Граф А. Бобринской узнал о новом указе даже не из столичных, а из волынских газет. Председатель ИАК дважды, 30 сентября 1915 г. и 28 января 1916 г., писал в канцелярию Синода, прося подтвердить факт такого указа и прислать его полный текст. Очевидно, чувствуя юридические проблемы своего решения, Синод всячески затягивал с ответом. Лишь 12 февраля 1916 г. циркулярный указ № 20, разосланный во исполнение Определения Синода 24 апреля—19 июня 1915 г., был препровожден в ИАК [87]
. В ответ на это председатель Комиссии написал в Синод в марте 1916 г., возражая против принятого решения и ссылаясь на Закон 11 марта 1889 г. Ответом на это явилось письмо из синодальной канцелярии от 16 августа 1916 г. [88]Письмо отличается запутанным стилем и логикой бюрократической отписки. Оно начинается с упоминания о том, что уже в 1909 г. в Синоде рассматривался вопрос об отмене статей 78 и 95 Строительного устава и статьи 50 Устава консисторий. Напомним, что статья 78 предписывала производить реставрацию монументальных памятников древности по предварительному соглашению с ИАК и Академией художеств, статья 91, дублирующая статью 47 Устава Духовных консисторий, определяла, что постройка, перестройка и распространение храмов могут производиться с разрешения епархиального начальства, тогда как для столичных и древних церквей требуется разрешение Синода или Высочайшее соизволение, а статья 95 Строительного устава, аналогичная статье 50 Устава консисторий, напоминала, что обновления в древних церквах без Высочайшего соизволения запрещены. Согласно двум последним статьям, на исправление, возобновление и изменение живописи и других предметов древнего времени требовалось разрешение Синода после предварительного сношения с археологическими обществами.
Далее перечислялся целый ряд синодальных указов и определений (1894; 1908; 1909), где духовному ведомству предписывалось обязательное сношение с ИАК при осуществлении ремонта и реставрации. Рассказывалось о деятельности Комиссии 1915 г., передавалось содержание Указа от 20 июля 1915 г., и вновь подтверждалось, что все спорные дела должны поступать в Синод для решения их в последней инстанции, что якобы как раз и соответствует статьям 91 и 47. Однако, по сравнению с текстом Указа 1915 г., письмо содержит дополнительную информацию о работе Комиссии. К числу ее рекомендаций относилось пожелание, чтобы в состав ИАК входил один из епископов по назначению Синода. Однако, поскольку вхождение архиерея в Комиссию затруднено из-за штатного расписания, это было признано невозможным.

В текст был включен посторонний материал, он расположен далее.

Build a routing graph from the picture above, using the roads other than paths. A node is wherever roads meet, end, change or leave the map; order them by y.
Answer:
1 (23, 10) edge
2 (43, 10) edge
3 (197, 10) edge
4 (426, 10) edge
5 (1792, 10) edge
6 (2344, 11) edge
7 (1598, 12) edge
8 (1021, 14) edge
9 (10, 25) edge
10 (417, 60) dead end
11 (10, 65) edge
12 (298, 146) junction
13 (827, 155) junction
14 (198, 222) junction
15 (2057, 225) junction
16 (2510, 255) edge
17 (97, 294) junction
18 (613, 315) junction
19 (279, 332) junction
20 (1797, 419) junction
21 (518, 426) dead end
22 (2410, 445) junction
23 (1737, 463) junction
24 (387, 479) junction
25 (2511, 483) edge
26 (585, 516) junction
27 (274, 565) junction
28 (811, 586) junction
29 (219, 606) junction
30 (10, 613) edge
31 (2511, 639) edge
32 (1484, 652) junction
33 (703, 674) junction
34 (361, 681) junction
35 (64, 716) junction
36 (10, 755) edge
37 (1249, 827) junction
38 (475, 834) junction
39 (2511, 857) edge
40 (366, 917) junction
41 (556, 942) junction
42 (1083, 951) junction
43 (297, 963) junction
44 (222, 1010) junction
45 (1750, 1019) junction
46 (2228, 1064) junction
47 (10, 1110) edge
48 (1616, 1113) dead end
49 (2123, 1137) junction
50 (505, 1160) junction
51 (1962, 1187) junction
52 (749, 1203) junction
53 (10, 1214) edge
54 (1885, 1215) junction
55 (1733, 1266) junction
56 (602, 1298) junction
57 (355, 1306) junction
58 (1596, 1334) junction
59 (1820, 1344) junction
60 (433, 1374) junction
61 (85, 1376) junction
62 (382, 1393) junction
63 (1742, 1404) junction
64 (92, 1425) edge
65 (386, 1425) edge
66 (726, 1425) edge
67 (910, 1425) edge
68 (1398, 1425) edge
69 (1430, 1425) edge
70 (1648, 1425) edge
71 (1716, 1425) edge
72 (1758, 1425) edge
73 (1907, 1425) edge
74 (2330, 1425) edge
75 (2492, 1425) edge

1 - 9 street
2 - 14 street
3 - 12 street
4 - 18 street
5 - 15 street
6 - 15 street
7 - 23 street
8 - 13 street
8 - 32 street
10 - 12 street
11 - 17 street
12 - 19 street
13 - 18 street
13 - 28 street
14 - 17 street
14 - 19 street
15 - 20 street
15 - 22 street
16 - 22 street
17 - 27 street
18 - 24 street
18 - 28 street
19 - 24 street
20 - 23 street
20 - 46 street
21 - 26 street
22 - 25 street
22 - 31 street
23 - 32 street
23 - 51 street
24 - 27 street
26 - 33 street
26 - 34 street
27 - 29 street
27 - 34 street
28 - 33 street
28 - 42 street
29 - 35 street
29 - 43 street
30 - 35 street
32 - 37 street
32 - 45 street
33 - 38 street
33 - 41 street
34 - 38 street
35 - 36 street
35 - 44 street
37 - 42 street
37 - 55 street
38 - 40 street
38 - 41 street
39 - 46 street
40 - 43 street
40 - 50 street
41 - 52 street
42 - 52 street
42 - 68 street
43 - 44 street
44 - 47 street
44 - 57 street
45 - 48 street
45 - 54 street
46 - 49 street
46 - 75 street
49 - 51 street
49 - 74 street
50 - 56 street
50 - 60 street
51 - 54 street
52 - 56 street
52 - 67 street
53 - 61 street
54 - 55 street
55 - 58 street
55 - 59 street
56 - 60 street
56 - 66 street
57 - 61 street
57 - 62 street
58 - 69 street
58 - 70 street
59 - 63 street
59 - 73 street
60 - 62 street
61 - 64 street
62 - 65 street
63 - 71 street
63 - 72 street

Существующее противоречие Синод полагал разрешить на более высоком уровне. Министр Двора должен был дать ИАК особое разрешение на непосредственный контакт с обер-прокурором с целью окончательного решения спорных дел. Одновременно Синод подтверждал, что Указ 1909 г., предписывающий духовному ведомству входить в сношение с ИАК, остается в силе и что новый циркуляр не предполагает ослабить закон, но лишь устанавливает контроль за деятельностью епархиального начальства со стороны Синода в случае споров между консисторией и Комиссией. Поскольку в этом случае соглашение достигается между центральными учреждениями – Синодом и ИАК, нет никакой нужды в особом циркуляре с соответствующими разъяснениями. В письме дело подается так, будто бы Синод берет на себя роль посредника в спорных делах и будет сам улаживать вопрос с археологами, тогда как по смыслу Определения 1915 г. ясно, что вопрос будет решаться без участия ИАК в Техническо-строительном комитете. Нельзя сказать, что в 1915–1916 гг. Русская Церковь вышла из общей системы государственного надзора за охраной памятников. Однако синодальная бюрократия воспользовалась тяготами страны и ослаблением государственной власти в условиях военного времени для создания себе привилегированного положения.
Подводя итого взаимоотношениям ИАК с духовным ведомством, необходимо отметить, что высокий авторитет Комиссии был обеспечен не только ее формальным статусом как «Императорской», но и возможностью непосредственно доклада министру Императорского Двора и через это – самому Императору. В целом необходимо признать, что, несмотря на традиционное равнодушие российского общества к памятникам своей истории и культуры, имперское чиновничество обладало более высокой исполнительной дисциплиной, чем современная бюрократия, что в конечном итоге и обеспечивало сохранность многих памятников культуры в Российской Империи.